Steroid spectrum in human urine as revealed by gas chromatography. I. Qualitative analysis of C19--C2102-3 steroids.

C19C21O2 steroids of urine can be analyzed under isothermal conditions by gas chromatography after a pretreatment consisting of mild acid hydrolysis, simultaneous extraction with toluene (or, in the case of of C21O3 steroids, enzymatic hydrolysis followed by ether extraction), a short purification step and the formation of derivative.

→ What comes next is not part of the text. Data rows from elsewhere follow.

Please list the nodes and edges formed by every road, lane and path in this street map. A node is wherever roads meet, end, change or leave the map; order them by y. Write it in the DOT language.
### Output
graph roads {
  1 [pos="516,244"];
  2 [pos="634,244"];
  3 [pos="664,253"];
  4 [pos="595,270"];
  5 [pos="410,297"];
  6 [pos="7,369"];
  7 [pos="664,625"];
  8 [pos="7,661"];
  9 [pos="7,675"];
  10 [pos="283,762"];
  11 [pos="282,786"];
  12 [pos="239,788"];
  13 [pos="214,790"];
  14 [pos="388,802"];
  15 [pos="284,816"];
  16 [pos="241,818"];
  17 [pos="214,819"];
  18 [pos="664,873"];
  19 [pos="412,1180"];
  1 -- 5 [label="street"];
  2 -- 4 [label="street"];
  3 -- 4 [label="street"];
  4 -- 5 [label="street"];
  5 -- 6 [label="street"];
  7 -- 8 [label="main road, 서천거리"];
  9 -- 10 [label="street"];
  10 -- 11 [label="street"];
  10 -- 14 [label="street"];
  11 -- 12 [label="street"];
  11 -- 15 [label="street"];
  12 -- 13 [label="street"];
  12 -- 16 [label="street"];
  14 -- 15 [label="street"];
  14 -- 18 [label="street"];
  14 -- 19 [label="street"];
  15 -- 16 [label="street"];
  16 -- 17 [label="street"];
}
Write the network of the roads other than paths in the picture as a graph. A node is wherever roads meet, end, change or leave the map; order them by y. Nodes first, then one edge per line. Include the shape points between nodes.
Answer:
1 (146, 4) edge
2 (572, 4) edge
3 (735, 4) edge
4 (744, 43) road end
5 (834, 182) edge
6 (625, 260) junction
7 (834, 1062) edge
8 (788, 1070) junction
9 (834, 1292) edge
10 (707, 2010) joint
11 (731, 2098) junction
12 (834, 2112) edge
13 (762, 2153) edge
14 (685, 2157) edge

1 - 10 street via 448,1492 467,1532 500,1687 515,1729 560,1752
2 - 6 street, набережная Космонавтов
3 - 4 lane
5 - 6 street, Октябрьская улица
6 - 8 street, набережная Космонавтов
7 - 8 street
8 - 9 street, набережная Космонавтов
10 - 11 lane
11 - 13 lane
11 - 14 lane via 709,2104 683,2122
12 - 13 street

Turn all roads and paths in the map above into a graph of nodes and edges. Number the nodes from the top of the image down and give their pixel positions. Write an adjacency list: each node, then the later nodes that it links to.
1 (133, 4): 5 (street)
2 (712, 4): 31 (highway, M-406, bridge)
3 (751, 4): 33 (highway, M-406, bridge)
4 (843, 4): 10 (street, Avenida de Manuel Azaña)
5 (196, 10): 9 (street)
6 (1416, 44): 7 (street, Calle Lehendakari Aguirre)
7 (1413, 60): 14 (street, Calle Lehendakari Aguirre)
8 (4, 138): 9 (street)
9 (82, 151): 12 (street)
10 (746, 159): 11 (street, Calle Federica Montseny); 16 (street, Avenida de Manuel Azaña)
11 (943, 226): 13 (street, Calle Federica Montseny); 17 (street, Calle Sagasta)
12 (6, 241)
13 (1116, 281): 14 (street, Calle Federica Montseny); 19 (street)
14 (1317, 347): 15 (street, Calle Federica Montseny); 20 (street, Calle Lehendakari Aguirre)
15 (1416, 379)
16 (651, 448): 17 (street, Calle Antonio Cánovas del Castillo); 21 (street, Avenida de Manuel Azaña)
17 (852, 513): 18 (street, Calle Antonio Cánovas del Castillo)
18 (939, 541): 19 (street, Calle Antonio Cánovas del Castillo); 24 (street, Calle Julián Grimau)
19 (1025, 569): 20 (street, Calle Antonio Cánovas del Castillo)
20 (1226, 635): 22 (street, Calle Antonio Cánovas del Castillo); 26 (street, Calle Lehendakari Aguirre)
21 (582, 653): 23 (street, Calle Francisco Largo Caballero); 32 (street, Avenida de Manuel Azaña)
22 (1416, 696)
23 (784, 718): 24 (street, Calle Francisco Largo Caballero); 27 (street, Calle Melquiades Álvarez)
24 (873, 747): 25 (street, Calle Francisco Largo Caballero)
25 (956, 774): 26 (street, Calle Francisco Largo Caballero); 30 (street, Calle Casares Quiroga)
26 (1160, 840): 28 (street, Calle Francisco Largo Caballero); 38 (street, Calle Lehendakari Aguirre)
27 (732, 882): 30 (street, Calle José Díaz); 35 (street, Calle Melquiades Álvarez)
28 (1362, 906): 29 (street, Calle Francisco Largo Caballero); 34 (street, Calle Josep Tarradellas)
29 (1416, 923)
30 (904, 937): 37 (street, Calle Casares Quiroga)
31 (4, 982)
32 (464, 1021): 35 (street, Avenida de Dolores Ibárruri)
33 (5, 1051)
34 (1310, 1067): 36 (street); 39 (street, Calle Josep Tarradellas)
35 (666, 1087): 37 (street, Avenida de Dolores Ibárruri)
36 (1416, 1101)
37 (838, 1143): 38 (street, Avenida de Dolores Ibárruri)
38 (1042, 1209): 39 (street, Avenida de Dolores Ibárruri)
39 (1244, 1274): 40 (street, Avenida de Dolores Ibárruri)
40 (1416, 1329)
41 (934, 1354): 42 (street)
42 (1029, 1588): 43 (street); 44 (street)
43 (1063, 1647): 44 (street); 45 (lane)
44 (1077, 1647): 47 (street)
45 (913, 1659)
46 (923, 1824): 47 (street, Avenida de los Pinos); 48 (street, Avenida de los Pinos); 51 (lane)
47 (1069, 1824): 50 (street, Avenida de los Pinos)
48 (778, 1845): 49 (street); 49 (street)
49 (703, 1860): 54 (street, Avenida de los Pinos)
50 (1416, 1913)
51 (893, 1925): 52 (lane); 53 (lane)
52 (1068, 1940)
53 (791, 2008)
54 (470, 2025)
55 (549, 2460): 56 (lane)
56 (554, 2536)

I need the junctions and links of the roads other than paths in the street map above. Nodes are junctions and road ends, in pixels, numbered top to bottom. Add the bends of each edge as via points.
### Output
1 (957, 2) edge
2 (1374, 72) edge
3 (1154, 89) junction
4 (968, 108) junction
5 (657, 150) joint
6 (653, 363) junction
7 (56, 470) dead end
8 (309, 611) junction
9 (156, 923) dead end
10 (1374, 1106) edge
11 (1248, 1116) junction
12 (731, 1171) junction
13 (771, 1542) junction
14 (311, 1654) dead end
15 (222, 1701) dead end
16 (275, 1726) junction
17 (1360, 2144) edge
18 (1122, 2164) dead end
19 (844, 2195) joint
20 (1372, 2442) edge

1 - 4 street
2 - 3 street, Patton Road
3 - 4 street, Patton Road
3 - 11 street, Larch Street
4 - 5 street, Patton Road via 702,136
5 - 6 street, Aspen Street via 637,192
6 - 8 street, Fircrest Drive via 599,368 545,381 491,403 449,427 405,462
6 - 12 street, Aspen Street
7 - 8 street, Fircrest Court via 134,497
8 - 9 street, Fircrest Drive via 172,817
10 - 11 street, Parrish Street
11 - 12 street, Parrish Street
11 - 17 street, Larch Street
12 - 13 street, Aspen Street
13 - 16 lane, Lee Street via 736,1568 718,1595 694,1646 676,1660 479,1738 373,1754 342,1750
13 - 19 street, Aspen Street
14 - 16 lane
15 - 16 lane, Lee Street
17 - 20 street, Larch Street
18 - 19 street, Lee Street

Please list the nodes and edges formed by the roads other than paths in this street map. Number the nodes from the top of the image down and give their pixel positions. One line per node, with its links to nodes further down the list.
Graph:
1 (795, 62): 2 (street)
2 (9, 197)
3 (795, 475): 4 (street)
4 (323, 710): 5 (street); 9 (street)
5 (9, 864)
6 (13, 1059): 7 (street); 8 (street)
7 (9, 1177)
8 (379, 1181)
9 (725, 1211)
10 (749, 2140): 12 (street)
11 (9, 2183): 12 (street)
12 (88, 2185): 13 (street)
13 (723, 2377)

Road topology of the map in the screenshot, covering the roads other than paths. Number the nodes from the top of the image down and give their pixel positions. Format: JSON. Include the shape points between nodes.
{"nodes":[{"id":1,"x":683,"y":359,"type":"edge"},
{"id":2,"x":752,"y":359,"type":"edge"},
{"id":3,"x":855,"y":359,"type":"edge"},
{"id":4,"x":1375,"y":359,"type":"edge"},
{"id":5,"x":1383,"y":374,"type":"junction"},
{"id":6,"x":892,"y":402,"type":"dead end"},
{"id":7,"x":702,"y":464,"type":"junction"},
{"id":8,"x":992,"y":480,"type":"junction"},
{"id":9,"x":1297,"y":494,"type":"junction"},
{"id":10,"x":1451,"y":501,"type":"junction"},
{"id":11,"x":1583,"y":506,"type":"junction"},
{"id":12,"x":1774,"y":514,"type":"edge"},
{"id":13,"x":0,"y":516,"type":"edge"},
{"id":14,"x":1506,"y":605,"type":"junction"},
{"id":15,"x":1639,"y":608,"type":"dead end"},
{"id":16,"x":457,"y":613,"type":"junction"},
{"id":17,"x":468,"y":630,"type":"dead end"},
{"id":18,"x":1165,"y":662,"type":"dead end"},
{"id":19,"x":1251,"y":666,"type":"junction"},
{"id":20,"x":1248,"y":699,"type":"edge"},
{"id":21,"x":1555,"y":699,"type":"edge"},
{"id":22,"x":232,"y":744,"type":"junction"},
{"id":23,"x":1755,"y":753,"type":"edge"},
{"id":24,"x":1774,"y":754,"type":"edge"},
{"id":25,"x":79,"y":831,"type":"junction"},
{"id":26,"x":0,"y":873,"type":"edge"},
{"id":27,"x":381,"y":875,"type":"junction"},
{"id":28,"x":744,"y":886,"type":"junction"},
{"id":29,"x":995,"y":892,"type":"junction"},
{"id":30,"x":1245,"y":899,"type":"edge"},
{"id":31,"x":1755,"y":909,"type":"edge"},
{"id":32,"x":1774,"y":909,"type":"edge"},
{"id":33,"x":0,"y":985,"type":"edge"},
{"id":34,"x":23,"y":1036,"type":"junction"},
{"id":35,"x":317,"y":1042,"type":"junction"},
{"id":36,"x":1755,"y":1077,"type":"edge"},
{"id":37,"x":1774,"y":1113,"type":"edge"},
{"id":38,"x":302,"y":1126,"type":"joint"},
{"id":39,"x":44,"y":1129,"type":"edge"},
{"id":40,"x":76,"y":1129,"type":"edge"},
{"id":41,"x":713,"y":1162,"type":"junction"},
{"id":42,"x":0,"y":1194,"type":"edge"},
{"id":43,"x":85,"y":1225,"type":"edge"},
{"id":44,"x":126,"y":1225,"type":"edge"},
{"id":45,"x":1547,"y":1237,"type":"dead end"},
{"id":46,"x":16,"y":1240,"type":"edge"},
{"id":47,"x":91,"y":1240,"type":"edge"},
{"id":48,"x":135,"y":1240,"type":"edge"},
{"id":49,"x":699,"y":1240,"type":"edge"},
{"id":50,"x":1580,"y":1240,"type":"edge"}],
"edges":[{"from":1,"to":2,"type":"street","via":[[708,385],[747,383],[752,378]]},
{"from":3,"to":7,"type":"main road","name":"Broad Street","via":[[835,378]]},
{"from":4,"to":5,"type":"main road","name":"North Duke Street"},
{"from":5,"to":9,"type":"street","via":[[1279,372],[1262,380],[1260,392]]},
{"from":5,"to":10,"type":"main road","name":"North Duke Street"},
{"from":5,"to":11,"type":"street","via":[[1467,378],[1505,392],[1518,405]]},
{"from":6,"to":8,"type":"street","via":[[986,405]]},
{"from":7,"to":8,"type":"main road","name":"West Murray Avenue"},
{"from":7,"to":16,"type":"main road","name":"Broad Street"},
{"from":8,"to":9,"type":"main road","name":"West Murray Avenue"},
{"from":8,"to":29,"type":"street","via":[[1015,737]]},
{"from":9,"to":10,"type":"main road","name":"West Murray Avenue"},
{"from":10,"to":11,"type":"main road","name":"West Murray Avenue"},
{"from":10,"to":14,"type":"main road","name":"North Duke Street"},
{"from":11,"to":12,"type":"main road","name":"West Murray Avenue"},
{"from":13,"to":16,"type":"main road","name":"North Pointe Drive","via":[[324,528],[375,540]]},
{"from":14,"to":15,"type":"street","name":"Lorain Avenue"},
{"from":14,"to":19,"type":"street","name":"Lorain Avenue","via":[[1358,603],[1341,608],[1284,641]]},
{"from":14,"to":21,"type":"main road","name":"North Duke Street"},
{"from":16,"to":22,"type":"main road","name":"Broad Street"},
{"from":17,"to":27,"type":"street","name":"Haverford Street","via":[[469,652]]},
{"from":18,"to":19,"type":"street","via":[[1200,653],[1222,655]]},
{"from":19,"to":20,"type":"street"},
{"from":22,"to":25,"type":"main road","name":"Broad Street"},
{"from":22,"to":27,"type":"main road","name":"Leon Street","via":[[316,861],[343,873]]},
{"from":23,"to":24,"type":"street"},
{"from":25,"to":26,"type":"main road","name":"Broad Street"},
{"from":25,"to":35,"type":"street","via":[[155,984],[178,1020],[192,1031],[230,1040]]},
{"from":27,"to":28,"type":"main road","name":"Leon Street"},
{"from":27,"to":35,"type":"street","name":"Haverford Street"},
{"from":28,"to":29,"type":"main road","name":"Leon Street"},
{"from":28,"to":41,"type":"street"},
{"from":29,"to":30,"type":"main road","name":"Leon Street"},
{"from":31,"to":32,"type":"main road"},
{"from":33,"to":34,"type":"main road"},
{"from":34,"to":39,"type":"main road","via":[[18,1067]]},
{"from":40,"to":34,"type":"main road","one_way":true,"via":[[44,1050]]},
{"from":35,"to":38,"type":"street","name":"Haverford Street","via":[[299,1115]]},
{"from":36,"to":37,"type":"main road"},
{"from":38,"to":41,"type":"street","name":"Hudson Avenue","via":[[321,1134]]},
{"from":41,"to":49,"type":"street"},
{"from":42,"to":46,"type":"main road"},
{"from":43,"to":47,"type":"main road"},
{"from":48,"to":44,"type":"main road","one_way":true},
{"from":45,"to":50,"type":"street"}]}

Separation of acetyl derivatives could be achieved by three columns: 3%SE-30,1.3%NGS and 3%QF-1. These were needed because the separation of 3alpha-hydroxy-5alpha-androstan-17-one from 3alpha-hydroxy-5beta-androstan-17-one and that of 3alpha-20alpha-dihydroxy-5beta-pregnane from 3alpha, 20alpha-dihydroxy-5alpha-pregnane could be accomplished only in the NGS fluid phase and QF-1 stationary phase, respectively. At the same time, this method gives information on the secretion of anabolic androgenic steroids and on the secretion and metabolism of progesterone and 17-hydroxy-progesterone in the human body. The application of a retention-index system specified for the steroid skeleton and substituents offers the possibility to correlate retention times to molecular structure, which facilitates the identification of problematic metabolites. Steroid spectra as shown by gas chromatography seem to be a promising tool in the early diagnosis of pregnancy on the basis of the increase in the excretion of 3alpha-20alpha-dihydroxy-5beta-pregnane.